Stored data entries

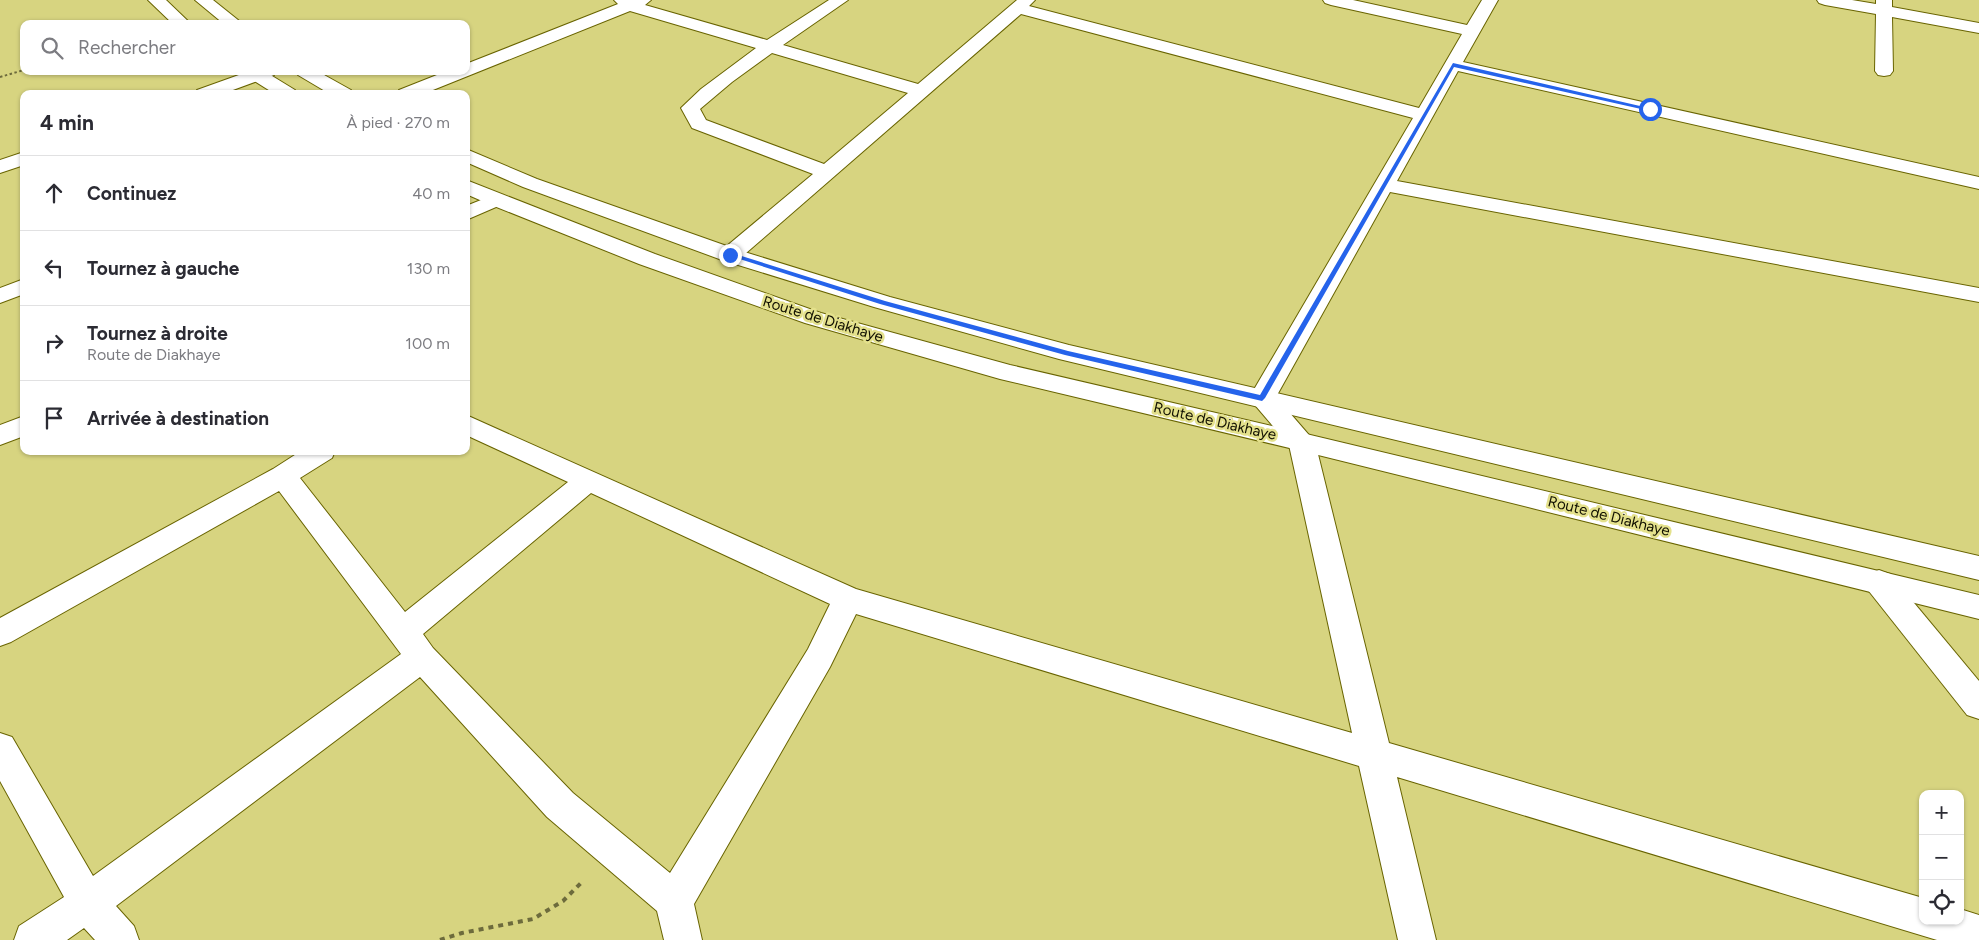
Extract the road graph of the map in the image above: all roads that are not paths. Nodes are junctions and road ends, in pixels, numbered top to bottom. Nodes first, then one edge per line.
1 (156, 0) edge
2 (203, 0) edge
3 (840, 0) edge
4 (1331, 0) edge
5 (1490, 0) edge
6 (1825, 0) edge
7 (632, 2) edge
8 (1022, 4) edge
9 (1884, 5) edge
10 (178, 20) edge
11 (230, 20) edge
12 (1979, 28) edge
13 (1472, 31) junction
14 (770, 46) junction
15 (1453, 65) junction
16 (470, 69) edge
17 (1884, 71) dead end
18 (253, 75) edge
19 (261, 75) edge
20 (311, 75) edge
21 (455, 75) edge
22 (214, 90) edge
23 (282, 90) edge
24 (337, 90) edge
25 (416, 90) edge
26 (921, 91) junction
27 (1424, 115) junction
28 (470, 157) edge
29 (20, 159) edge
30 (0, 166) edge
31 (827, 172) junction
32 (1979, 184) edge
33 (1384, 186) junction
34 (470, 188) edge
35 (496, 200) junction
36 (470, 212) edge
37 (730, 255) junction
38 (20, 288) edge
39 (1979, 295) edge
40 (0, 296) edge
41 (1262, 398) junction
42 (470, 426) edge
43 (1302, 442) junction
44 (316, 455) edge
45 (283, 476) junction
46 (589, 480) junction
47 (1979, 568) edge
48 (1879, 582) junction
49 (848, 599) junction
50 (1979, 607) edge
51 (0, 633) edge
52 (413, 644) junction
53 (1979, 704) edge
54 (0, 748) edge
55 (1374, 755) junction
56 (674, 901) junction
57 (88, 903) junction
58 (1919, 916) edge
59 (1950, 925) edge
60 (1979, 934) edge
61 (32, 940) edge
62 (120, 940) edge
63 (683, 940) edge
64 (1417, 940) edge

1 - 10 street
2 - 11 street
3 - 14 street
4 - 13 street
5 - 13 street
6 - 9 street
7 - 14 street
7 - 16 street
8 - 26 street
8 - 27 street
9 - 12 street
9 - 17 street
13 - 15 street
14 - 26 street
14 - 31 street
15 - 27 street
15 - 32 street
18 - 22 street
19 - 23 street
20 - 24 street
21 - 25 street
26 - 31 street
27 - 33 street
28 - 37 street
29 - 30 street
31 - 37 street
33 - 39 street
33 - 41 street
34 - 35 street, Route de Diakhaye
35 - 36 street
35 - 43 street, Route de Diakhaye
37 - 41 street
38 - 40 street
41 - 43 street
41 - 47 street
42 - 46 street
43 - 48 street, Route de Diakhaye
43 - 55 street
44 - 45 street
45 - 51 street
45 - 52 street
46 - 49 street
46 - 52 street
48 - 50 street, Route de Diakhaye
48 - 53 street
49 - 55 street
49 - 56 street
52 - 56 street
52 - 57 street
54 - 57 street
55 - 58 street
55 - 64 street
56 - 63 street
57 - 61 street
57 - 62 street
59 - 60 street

• [The task]
Which lines of the entries above contain the word "Route"? Copy each of them.

• [Written response]
34 - 35 street, Route de Diakhaye
35 - 43 street, Route de Diakhaye
43 - 48 street, Route de Diakhaye
48 - 50 street, Route de Diakhaye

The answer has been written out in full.